• WHAT YOU SHOULD DO
Your answer should be the full set of entries, given again without alteration.

____________

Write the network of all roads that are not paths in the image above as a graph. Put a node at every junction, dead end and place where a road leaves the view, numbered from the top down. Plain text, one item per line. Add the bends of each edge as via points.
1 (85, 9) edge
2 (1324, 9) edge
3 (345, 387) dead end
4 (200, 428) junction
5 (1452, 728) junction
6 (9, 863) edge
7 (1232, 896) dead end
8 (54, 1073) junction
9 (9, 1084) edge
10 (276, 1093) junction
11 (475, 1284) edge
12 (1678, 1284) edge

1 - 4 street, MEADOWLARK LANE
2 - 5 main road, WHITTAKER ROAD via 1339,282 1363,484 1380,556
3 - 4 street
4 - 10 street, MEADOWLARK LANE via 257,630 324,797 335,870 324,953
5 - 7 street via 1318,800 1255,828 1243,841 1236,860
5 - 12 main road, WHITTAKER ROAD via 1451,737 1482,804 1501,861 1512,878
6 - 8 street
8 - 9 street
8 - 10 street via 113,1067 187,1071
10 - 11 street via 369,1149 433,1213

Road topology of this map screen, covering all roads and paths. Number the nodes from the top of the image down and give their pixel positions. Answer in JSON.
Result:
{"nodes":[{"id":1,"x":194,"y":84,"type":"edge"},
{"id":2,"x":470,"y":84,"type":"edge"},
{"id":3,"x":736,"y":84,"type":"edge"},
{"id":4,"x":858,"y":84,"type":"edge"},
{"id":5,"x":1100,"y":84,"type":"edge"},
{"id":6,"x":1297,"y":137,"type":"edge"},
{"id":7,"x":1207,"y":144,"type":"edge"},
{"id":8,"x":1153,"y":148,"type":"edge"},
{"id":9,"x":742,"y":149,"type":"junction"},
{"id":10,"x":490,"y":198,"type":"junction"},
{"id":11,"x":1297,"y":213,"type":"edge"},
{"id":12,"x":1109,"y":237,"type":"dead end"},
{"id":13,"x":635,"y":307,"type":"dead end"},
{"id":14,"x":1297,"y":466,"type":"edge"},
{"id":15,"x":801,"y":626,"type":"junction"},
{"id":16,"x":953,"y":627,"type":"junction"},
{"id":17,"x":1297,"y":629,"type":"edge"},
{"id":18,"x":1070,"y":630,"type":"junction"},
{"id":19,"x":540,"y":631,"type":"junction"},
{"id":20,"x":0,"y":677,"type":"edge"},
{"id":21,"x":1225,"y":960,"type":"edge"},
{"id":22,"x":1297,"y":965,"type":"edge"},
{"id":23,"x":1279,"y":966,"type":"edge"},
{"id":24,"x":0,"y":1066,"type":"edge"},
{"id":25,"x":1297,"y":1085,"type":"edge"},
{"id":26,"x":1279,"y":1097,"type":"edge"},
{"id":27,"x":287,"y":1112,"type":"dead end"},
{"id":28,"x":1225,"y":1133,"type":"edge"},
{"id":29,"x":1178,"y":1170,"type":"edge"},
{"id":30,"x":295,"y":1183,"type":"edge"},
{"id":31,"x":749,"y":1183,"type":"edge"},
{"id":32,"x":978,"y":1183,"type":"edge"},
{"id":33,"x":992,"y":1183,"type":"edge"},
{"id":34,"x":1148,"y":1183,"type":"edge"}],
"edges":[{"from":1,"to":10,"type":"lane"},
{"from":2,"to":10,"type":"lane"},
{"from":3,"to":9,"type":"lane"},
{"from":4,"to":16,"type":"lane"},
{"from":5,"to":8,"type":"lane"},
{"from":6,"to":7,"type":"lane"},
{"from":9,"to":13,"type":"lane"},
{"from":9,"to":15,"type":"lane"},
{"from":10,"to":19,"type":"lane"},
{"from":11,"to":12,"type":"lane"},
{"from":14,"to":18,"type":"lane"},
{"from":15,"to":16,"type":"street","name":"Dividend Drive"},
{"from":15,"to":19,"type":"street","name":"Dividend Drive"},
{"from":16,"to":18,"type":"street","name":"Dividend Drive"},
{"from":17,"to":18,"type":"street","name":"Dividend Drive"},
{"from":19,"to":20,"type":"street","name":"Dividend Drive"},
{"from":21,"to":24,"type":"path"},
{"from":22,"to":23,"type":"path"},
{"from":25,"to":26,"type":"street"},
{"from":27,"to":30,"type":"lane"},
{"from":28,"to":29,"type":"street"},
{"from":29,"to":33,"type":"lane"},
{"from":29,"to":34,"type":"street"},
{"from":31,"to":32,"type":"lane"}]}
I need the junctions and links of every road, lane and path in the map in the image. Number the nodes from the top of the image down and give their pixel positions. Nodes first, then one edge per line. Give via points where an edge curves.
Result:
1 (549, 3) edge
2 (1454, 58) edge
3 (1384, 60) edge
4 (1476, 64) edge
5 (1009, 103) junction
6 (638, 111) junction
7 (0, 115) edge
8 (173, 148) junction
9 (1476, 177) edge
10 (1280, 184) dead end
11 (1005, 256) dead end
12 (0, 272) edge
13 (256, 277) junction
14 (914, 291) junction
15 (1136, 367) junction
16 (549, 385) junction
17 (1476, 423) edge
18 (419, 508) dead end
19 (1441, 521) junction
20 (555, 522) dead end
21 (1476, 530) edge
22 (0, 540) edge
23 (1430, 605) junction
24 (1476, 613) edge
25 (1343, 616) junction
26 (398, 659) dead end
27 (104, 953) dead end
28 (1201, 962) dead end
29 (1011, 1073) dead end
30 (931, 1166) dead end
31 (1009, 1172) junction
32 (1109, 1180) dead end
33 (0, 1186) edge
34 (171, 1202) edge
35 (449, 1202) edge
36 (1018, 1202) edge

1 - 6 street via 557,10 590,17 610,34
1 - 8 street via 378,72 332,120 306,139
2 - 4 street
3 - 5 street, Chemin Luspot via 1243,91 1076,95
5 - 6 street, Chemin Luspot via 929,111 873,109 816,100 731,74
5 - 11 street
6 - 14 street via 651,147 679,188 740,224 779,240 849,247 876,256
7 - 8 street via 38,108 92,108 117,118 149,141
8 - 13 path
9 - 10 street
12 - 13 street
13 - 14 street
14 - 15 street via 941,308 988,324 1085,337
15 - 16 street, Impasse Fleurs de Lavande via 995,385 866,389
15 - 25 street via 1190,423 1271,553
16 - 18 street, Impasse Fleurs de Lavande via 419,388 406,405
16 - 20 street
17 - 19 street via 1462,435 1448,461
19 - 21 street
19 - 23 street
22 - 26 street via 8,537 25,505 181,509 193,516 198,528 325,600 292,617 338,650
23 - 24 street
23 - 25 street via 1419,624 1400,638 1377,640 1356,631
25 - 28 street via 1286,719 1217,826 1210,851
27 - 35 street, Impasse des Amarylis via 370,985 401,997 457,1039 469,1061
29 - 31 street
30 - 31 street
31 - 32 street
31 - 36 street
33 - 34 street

____________

• WRITTEN SOLUTION
Write the network of all roads that are not paths in the image above as a graph. Put a node at every junction, dead end and place where a road leaves the view, numbered from the top down. Plain text, one item per line. Add the bends of each edge as via points.
1 (85, 9) edge
2 (1324, 9) edge
3 (345, 387) dead end
4 (200, 428) junction
5 (1452, 728) junction
6 (9, 863) edge
7 (1232, 896) dead end
8 (54, 1073) junction
9 (9, 1084) edge
10 (276, 1093) junction
11 (475, 1284) edge
12 (1678, 1284) edge

1 - 4 street, MEADOWLARK LANE
2 - 5 main road, WHITTAKER ROAD via 1339,282 1363,484 1380,556
3 - 4 street
4 - 10 street, MEADOWLARK LANE via 257,630 324,797 335,870 324,953
5 - 7 street via 1318,800 1255,828 1243,841 1236,860
5 - 12 main road, WHITTAKER ROAD via 1451,737 1482,804 1501,861 1512,878
6 - 8 street
8 - 9 street
8 - 10 street via 113,1067 187,1071
10 - 11 street via 369,1149 433,1213

Road topology of this map screen, covering all roads and paths. Number the nodes from the top of the image down and give their pixel positions. Answer in JSON.
Result:
{"nodes":[{"id":1,"x":194,"y":84,"type":"edge"},
{"id":2,"x":470,"y":84,"type":"edge"},
{"id":3,"x":736,"y":84,"type":"edge"},
{"id":4,"x":858,"y":84,"type":"edge"},
{"id":5,"x":1100,"y":84,"type":"edge"},
{"id":6,"x":1297,"y":137,"type":"edge"},
{"id":7,"x":1207,"y":144,"type":"edge"},
{"id":8,"x":1153,"y":148,"type":"edge"},
{"id":9,"x":742,"y":149,"type":"junction"},
{"id":10,"x":490,"y":198,"type":"junction"},
{"id":11,"x":1297,"y":213,"type":"edge"},
{"id":12,"x":1109,"y":237,"type":"dead end"},
{"id":13,"x":635,"y":307,"type":"dead end"},
{"id":14,"x":1297,"y":466,"type":"edge"},
{"id":15,"x":801,"y":626,"type":"junction"},
{"id":16,"x":953,"y":627,"type":"junction"},
{"id":17,"x":1297,"y":629,"type":"edge"},
{"id":18,"x":1070,"y":630,"type":"junction"},
{"id":19,"x":540,"y":631,"type":"junction"},
{"id":20,"x":0,"y":677,"type":"edge"},
{"id":21,"x":1225,"y":960,"type":"edge"},
{"id":22,"x":1297,"y":965,"type":"edge"},
{"id":23,"x":1279,"y":966,"type":"edge"},
{"id":24,"x":0,"y":1066,"type":"edge"},
{"id":25,"x":1297,"y":1085,"type":"edge"},
{"id":26,"x":1279,"y":1097,"type":"edge"},
{"id":27,"x":287,"y":1112,"type":"dead end"},
{"id":28,"x":1225,"y":1133,"type":"edge"},
{"id":29,"x":1178,"y":1170,"type":"edge"},
{"id":30,"x":295,"y":1183,"type":"edge"},
{"id":31,"x":749,"y":1183,"type":"edge"},
{"id":32,"x":978,"y":1183,"type":"edge"},
{"id":33,"x":992,"y":1183,"type":"edge"},
{"id":34,"x":1148,"y":1183,"type":"edge"}],
"edges":[{"from":1,"to":10,"type":"lane"},
{"from":2,"to":10,"type":"lane"},
{"from":3,"to":9,"type":"lane"},
{"from":4,"to":16,"type":"lane"},
{"from":5,"to":8,"type":"lane"},
{"from":6,"to":7,"type":"lane"},
{"from":9,"to":13,"type":"lane"},
{"from":9,"to":15,"type":"lane"},
{"from":10,"to":19,"type":"lane"},
{"from":11,"to":12,"type":"lane"},
{"from":14,"to":18,"type":"lane"},
{"from":15,"to":16,"type":"street","name":"Dividend Drive"},
{"from":15,"to":19,"type":"street","name":"Dividend Drive"},
{"from":16,"to":18,"type":"street","name":"Dividend Drive"},
{"from":17,"to":18,"type":"street","name":"Dividend Drive"},
{"from":19,"to":20,"type":"street","name":"Dividend Drive"},
{"from":21,"to":24,"type":"path"},
{"from":22,"to":23,"type":"path"},
{"from":25,"to":26,"type":"street"},
{"from":27,"to":30,"type":"lane"},
{"from":28,"to":29,"type":"street"},
{"from":29,"to":33,"type":"lane"},
{"from":29,"to":34,"type":"street"},
{"from":31,"to":32,"type":"lane"}]}
I need the junctions and links of every road, lane and path in the map in the image. Number the nodes from the top of the image down and give their pixel positions. Nodes first, then one edge per line. Give via points where an edge curves.
Result:
1 (549, 3) edge
2 (1454, 58) edge
3 (1384, 60) edge
4 (1476, 64) edge
5 (1009, 103) junction
6 (638, 111) junction
7 (0, 115) edge
8 (173, 148) junction
9 (1476, 177) edge
10 (1280, 184) dead end
11 (1005, 256) dead end
12 (0, 272) edge
13 (256, 277) junction
14 (914, 291) junction
15 (1136, 367) junction
16 (549, 385) junction
17 (1476, 423) edge
18 (419, 508) dead end
19 (1441, 521) junction
20 (555, 522) dead end
21 (1476, 530) edge
22 (0, 540) edge
23 (1430, 605) junction
24 (1476, 613) edge
25 (1343, 616) junction
26 (398, 659) dead end
27 (104, 953) dead end
28 (1201, 962) dead end
29 (1011, 1073) dead end
30 (931, 1166) dead end
31 (1009, 1172) junction
32 (1109, 1180) dead end
33 (0, 1186) edge
34 (171, 1202) edge
35 (449, 1202) edge
36 (1018, 1202) edge

1 - 6 street via 557,10 590,17 610,34
1 - 8 street via 378,72 332,120 306,139
2 - 4 street
3 - 5 street, Chemin Luspot via 1243,91 1076,95
5 - 6 street, Chemin Luspot via 929,111 873,109 816,100 731,74
5 - 11 street
6 - 14 street via 651,147 679,188 740,224 779,240 849,247 876,256
7 - 8 street via 38,108 92,108 117,118 149,141
8 - 13 path
9 - 10 street
12 - 13 street
13 - 14 street
14 - 15 street via 941,308 988,324 1085,337
15 - 16 street, Impasse Fleurs de Lavande via 995,385 866,389
15 - 25 street via 1190,423 1271,553
16 - 18 street, Impasse Fleurs de Lavande via 419,388 406,405
16 - 20 street
17 - 19 street via 1462,435 1448,461
19 - 21 street
19 - 23 street
22 - 26 street via 8,537 25,505 181,509 193,516 198,528 325,600 292,617 338,650
23 - 24 street
23 - 25 street via 1419,624 1400,638 1377,640 1356,631
25 - 28 street via 1286,719 1217,826 1210,851
27 - 35 street, Impasse des Amarylis via 370,985 401,997 457,1039 469,1061
29 - 31 street
30 - 31 street
31 - 32 street
31 - 36 street
33 - 34 street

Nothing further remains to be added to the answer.